We had only been away overnight, just the two of us, once before in our married life. Although it had been pleasant enough I had been too worried about my young children to fully enjoy it. I knew that they were being safely cared for, but was concerned that they would not understand why mummy had disappeared. I imagined them feeling abandoned, being concerned and worried but unable to put that into words. I envisaged them being traumatized, losing their carefree happiness and security, becoming clingy and unsure if I would be there for them when they returned from their next outing without me. I had a good imagination about these things.

This time was different. As teenagers, they were rather miffed that we were going to have fun and eat yummy food while they missed out, but having the house to themselves without us to tell them to do homework and go to bed early seemed adequate compensation. If I didn’t trust them then I might have felt some concern about the eagerness with which they embraced our plans. I like to think that they were just happy to see us doing something for ourselves. I still have a good imagination.

Getting away without the kids after so many years of holidays planned around them made me feel young again. I was able to pack a suitcase just for me. There was no need to take practical, mummy clothing or to leave something behind to make room for their things. There was no need to limit luggage so that we could carry everything when the children threw a strop and would not help. Even after I had packed all that I needed, wanted and a bit more besides, I still had room in my case. My husband looked quite bemused as he put his little overnight bag in the car and helped me with the luggage that normally suffices for at least two of us for a week. I was having fun already.

I had decided that the key requirements of the hotel were good food, a room with a view and indoor leisure facilities in case of bad weather. I also liked the idea of staying on the coast. Living in a land locked county of England I do sometimes miss being close to the sea. As a child trips to the beach were a regular occurrence as we lived within a half hour drive of a glorious stretch of sandy coastline. I love the sound of the lapping of the tide and miss the long walks along the beach that my parents insisted on when I was young.

My husband and I had booked into what I hoped would be the perfect hotel and set off for it in glorious sunshine. I was a little perturbed by the few flurries of snow in the air, but the car was warm and we could play our choice of music without complaints from the back. A couple of hours later we had reached our destination and were in high spirits. This was going to be good.

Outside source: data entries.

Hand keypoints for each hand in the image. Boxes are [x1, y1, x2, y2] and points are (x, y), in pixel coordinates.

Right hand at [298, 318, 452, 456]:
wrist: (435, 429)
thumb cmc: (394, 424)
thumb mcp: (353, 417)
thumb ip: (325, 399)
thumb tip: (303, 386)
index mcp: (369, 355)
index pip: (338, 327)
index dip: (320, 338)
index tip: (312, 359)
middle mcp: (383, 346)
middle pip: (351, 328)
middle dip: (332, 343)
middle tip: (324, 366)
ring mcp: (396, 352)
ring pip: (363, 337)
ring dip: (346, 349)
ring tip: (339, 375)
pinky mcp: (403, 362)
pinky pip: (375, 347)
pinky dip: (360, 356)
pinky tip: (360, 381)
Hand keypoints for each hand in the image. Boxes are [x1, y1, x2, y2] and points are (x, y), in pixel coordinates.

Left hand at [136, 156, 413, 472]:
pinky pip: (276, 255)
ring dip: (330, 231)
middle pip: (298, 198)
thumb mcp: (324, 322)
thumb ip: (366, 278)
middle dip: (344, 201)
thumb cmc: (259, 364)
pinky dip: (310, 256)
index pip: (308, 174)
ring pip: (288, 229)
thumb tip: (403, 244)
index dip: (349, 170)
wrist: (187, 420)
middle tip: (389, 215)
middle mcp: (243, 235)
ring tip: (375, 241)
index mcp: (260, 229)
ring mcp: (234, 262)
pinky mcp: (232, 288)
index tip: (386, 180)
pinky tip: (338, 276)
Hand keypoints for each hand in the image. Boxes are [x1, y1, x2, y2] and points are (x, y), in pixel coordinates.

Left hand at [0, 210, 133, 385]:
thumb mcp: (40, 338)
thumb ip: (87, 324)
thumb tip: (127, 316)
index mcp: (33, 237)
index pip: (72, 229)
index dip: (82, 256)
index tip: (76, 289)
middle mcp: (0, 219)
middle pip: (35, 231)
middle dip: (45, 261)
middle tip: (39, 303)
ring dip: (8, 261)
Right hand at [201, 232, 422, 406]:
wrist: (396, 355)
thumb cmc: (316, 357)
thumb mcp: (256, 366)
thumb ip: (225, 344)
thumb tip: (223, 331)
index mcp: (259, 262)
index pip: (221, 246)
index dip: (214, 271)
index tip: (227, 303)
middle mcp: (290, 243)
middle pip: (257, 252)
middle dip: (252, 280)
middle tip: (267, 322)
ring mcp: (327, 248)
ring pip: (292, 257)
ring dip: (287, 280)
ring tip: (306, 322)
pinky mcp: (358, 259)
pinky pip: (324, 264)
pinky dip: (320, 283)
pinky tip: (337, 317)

We had a little over twenty-four hours at the hotel, but seemed to pack in so many lovely experiences. Arrival day was freezing cold with a biting wind but we managed a walk on the beach, around the harbour and along the residential streets of Sandbanks (which has, by area, the fourth highest land value in the world – the house designs are stunning) before the cold drove us inside. We made good use of the hotel’s leisure facilities, braving the outdoor hot tub and warming ourselves in the sauna and steam room. My  husband likes to make use of everything available so even swam in the outdoor pool – brrrr.

Our room had a balcony on which we drank his celebratory bottle of champagne, well wrapped up against the cold, while watching the yachts from the local clubs sail by. My ever active husband had brought a book and it was good to see him spend some time relaxing while I prepared myself for dinner. We had drinks and canapes at the bar before sitting down to one of the most delicious dinners I have ever eaten. It was a fabulous day.

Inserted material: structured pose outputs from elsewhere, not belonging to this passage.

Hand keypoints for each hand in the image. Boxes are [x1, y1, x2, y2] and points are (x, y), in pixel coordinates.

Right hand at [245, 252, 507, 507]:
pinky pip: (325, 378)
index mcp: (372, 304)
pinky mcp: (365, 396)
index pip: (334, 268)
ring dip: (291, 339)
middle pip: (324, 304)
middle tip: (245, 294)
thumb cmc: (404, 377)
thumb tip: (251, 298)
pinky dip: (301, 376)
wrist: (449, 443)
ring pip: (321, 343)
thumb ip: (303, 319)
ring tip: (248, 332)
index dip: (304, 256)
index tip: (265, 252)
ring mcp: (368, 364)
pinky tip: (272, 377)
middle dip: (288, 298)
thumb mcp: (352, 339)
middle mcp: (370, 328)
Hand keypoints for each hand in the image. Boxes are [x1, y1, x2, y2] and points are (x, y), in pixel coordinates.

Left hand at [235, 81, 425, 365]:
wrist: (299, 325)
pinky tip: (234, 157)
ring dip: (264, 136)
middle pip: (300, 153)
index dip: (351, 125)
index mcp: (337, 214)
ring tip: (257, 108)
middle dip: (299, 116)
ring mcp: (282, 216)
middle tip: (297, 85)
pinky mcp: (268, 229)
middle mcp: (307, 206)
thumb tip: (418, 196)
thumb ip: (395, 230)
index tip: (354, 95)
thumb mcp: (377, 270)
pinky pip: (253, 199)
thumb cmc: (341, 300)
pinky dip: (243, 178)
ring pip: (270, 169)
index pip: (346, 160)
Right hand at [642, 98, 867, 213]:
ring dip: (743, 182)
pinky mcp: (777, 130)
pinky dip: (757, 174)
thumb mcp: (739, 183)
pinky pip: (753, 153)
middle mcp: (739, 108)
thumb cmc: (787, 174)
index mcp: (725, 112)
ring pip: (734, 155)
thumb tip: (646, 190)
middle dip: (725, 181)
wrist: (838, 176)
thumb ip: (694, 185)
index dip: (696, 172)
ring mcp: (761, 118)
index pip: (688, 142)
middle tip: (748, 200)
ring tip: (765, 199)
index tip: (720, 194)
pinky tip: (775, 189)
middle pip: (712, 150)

In the morning we stuffed ourselves silly at the breakfast buffet. With so many tempting choices it was hard not to try them all (I am so unused to hotel living). After a short rest to recover from our gluttony we packed up and headed back to the beach for a long walk along the sand and promenade. The sun was still shining but the biting wind had eased so we were able to enjoy this comfortably. When our legs grew tired we stopped at a beach side cafe for coffee; even this is an indulgence for us. Our coffees on the go are normally preprepared and carried in a flask, drunk in the shelter of the car.

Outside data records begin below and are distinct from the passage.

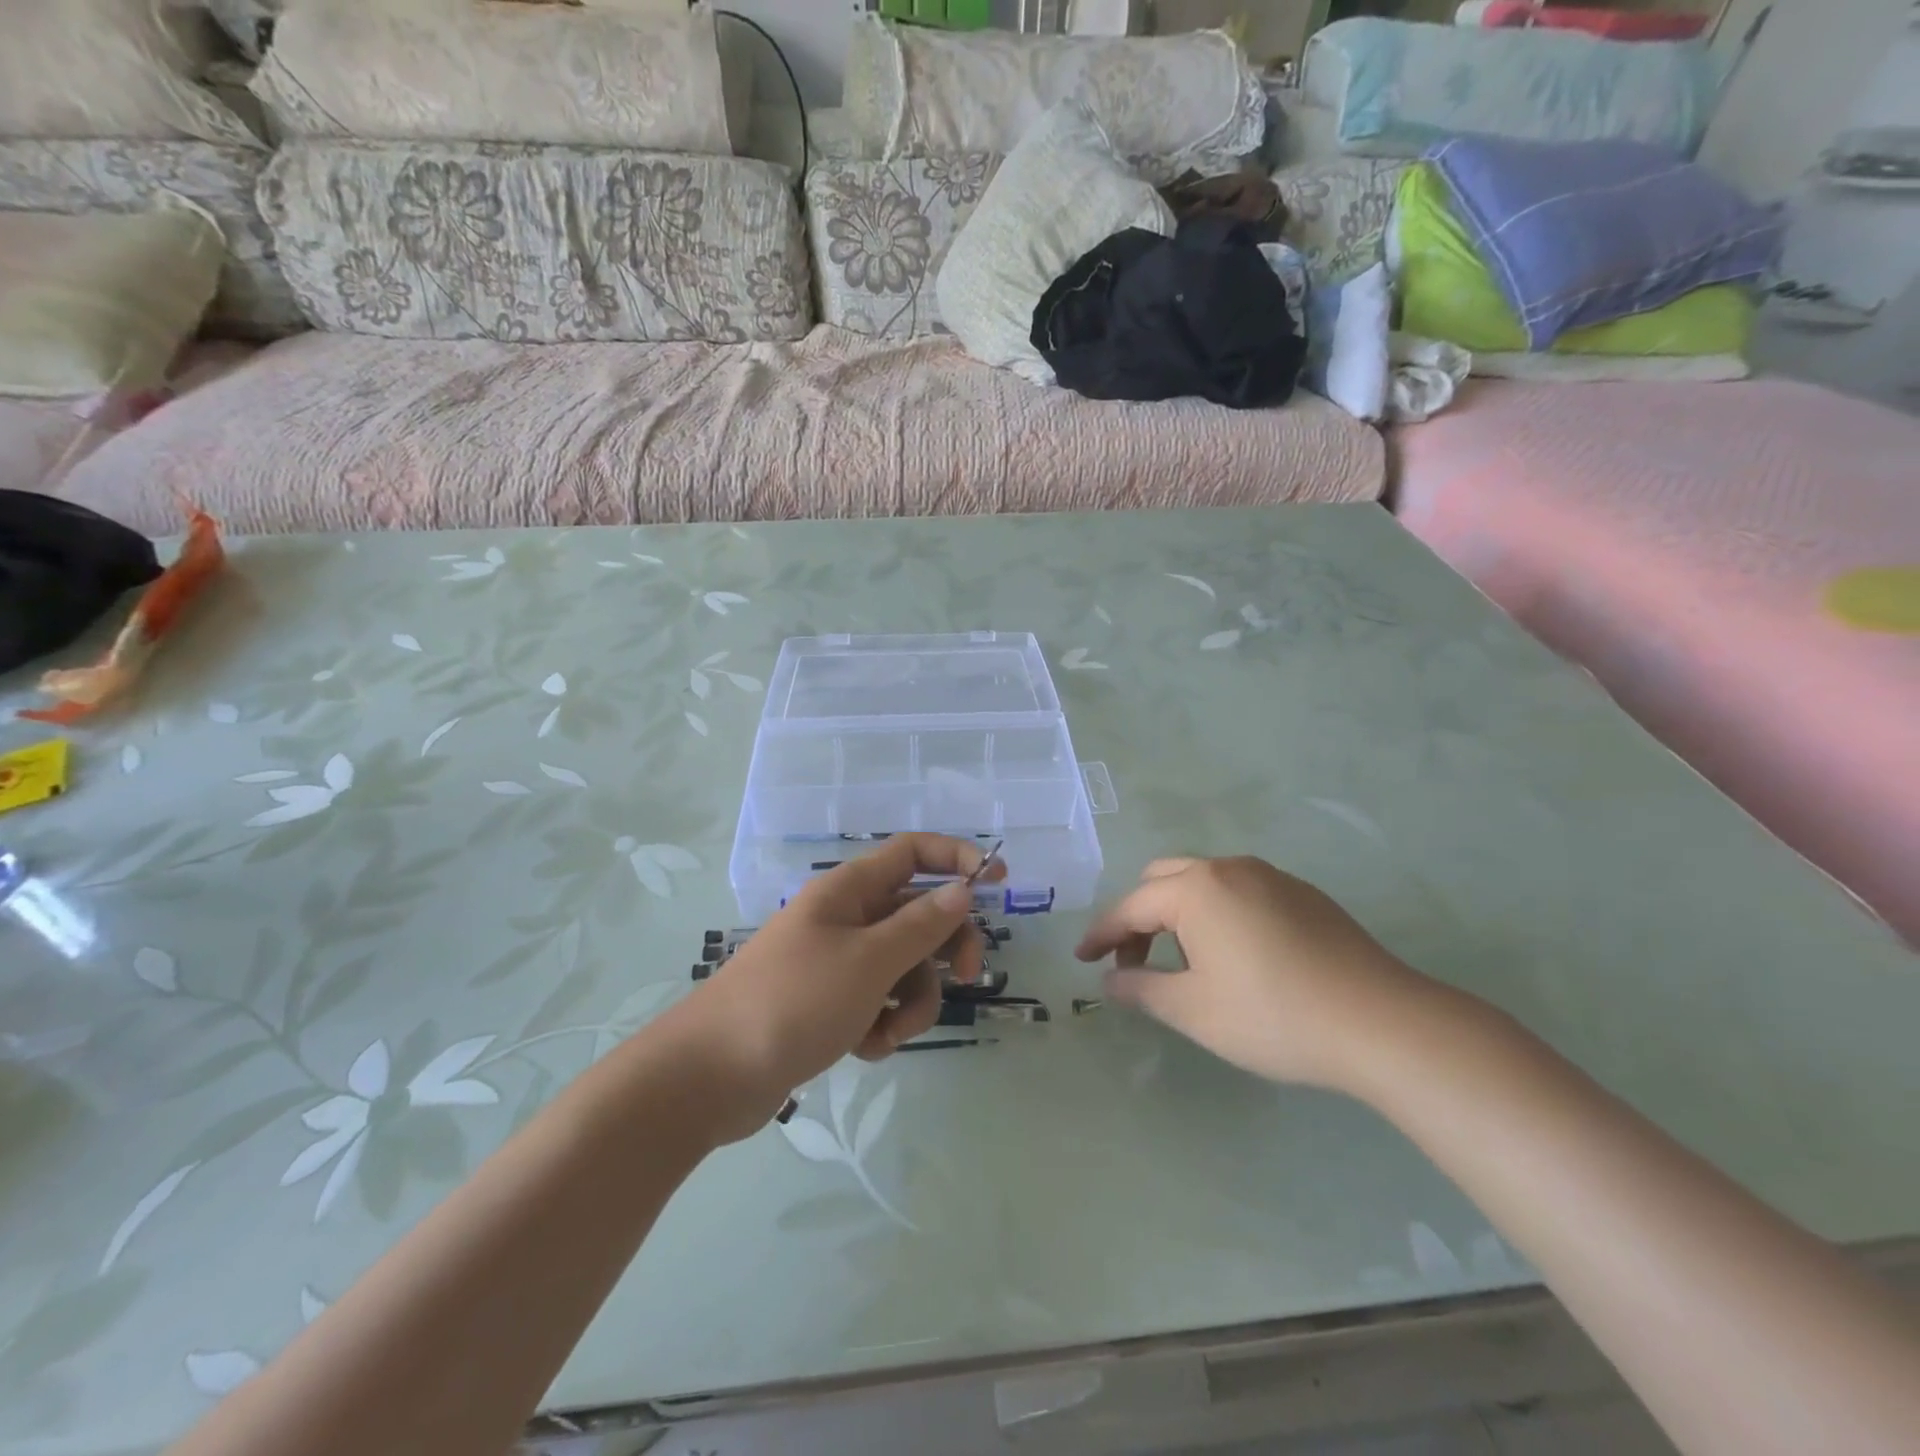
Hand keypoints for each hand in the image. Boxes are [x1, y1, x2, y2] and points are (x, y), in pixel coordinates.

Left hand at [680, 834, 1003, 1136]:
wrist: (710, 1076)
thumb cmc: (793, 1002)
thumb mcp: (869, 961)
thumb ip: (921, 925)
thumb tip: (962, 889)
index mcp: (850, 890)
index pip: (912, 852)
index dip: (956, 857)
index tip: (997, 880)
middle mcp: (846, 917)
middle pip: (918, 913)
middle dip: (947, 947)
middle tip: (970, 977)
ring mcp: (837, 961)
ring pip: (904, 965)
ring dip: (913, 1001)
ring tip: (889, 1033)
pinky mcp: (830, 1002)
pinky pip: (879, 1000)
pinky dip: (882, 1023)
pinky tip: (865, 1047)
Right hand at [1075, 856, 1440, 1094]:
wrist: (1382, 1023)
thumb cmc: (1273, 1016)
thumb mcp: (1194, 1010)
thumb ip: (1141, 988)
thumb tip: (1112, 979)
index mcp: (1196, 889)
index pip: (1131, 906)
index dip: (1102, 934)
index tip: (1083, 960)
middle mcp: (1229, 869)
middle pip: (1164, 880)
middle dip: (1139, 918)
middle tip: (1134, 962)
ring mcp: (1271, 877)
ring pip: (1204, 883)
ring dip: (1178, 915)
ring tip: (1185, 964)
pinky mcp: (1303, 894)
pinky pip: (1240, 892)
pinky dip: (1217, 915)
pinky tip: (1235, 957)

We headed home feeling overfed and windblown, but also pampered and indulged. From the state of our kitchen it was clear that the children had coped well without us, eaten sensibly and seen no need to waste time clearing away or washing up. The hens had been cared for, lights switched off and doors locked. I was happy that all had gone so smoothly.

It was a lovely way to celebrate a birthday. As parents it can be too easy to forget that we are people too. Now that the children are older they do not need us to be around them all the time and the occasional taste of independence can give them (and us) the confidence to know that they can cope on their own. Perhaps one day we will do it again. I hope so.